Lower plasma CC16, a natural anti-inflammatory protein, and increased plasma interleukin-1 receptor antagonist in schizophrenia: Effects of antipsychotic drugs
Maes, M Bosmans, E Ranjan, R Vandoolaeghe, E Meltzer, HY De Ley, Marc Berghmans, R Stans, G Desnyder, R #
Elsevier science bv
Schizophrenia research vol:21 issue:1 pages:39-50
Recently, it was suggested that in vivo activation of the monocytic and T-lymphocytic arms of cell-mediated immunity (CMI) may occur in schizophrenia and that antipsychotic drugs may modify CMI. The aim of the present study was to examine plasma soluble interleukin-2 receptor (sIL-2R), soluble suppressor/cytotoxic antigen (sCD8), interleukin-l receptor antagonist (IL-IRA), and Clara cell protein (CC16) concentrations in normal controls, nonmedicated schizophrenic patients, and schizophrenic patients treated with risperidone or loxapine.
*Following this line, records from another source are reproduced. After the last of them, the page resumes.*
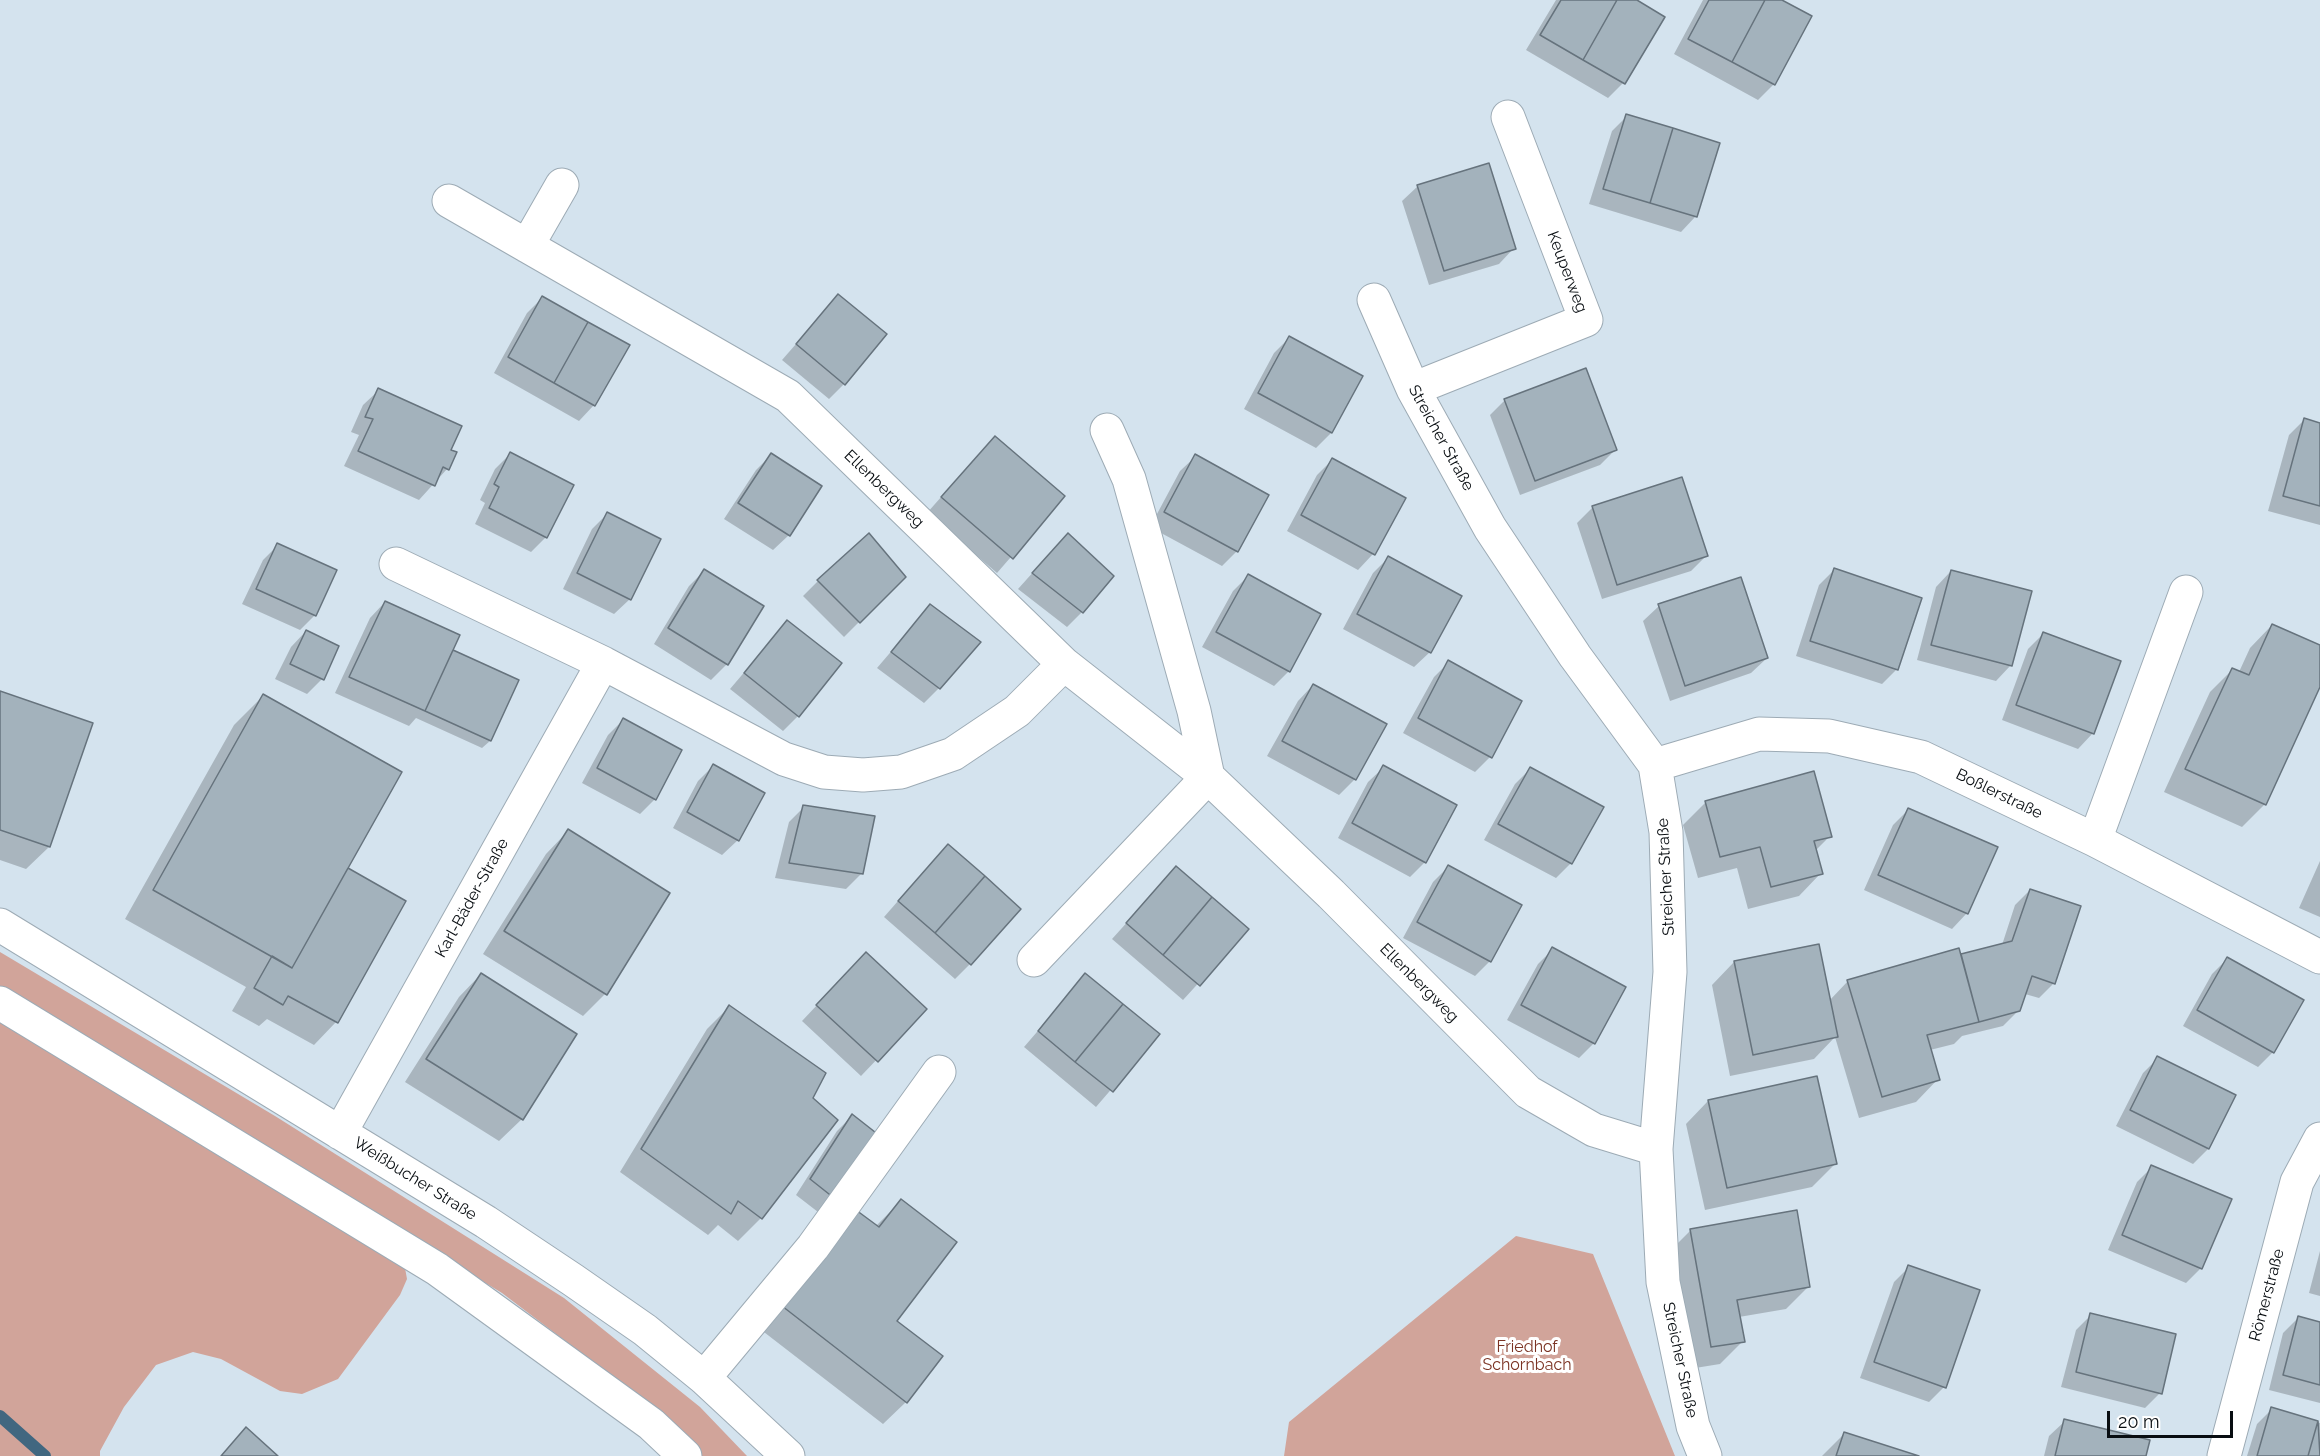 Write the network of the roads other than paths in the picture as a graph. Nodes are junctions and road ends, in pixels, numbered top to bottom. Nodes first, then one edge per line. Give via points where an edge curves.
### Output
1 (1508, 117) dead end
2 (562, 185) dead end
3 (449, 201) dead end
4 (527, 246) junction
5 (1374, 300) dead end
6 (1413, 388) junction
7 (1107, 430) dead end
8 (396, 564) dead end
9 (2186, 592) dead end
10 (603, 663) junction
11 (1064, 664) junction
12 (1655, 765) junction
13 (1208, 777) junction
14 (2095, 840) junction
15 (9, 931) edge
16 (2320, 957) edge
17 (1034, 960) dead end
18 (0, 1003) edge
19 (939, 1072) dead end
20 (340, 1133) junction
21 (2320, 1139) edge
22 (1656, 1149) junction
23 (704, 1378) junction
24 (685, 1456) edge
25 (788, 1456) edge
26 (1705, 1456) edge
27 (2224, 1456) edge

1 - 6 street, Keuperweg via 1586,320
2 - 4 street
3 - 4 street, Ellenbergweg
4 - 11 street, Ellenbergweg via 788,396
5 - 6 street, Streicher Straße
6 - 12 street, Streicher Straße via 1490,528 1575,656
7 - 13 street via 1129,479 1194,711
8 - 10 street
9 - 14 street
10 - 11 street via 784,759 824,772 862,775 901,772 953,754 1017,711
10 - 20 street, Karl-Bäder-Straße
11 - 13 street, Ellenbergweg
12 - 14 street, Boßlerstraße via 1759,735 1829,736 1921,757
12 - 22 street, Streicher Straße via 1666,832 1670,972
13 - 17 street
13 - 22 street, Ellenbergweg via 1528,1092 1594,1130
14 - 16 street, Boßlerstraße
15 - 20 street, Weißbucher Straße
18 - 24 street via 437,1269 651,1424
19 - 23 street via 813,1247
20 - 23 street, Weißbucher Straße via 573,1280 645,1330
21 - 27 street, Römerstraße via 2297,1182
22 - 26 street, Streicher Straße via 1663,1282 1693,1426
23 - 25 street, Weißbucher Straße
Plasma concentrations of IL-1RA were significantly higher in nonmedicated schizophrenic patients than in normal controls. Plasma CC16 was significantly lower in nonmedicated and loxapine-treated schizophrenic patients than in normal controls, whereas risperidone-treated patients had plasma CC16 levels which were not significantly different from normal controls. Plasma CC16 levels were significantly and positively related to age at onset of schizophrenia. Plasma sIL-2R was significantly higher in schizophrenic patients who were treated with risperidone than in normal controls and nonmedicated schizophrenic patients. The results show that (i) schizophrenia is accompanied by an activation of the monocytic arm of CMI (i.e., increased plasma IL-1RA) and lower plasma levels of a natural anti-inflammatory and immunosuppressive agent, i.e. CC16, and that the latter may constitute a trait marker of schizophrenia; and that (ii) chronic treatment with atypical antipsychotic agents, i.e., risperidone, may normalize lower plasma CC16 and increase plasma sIL-2R.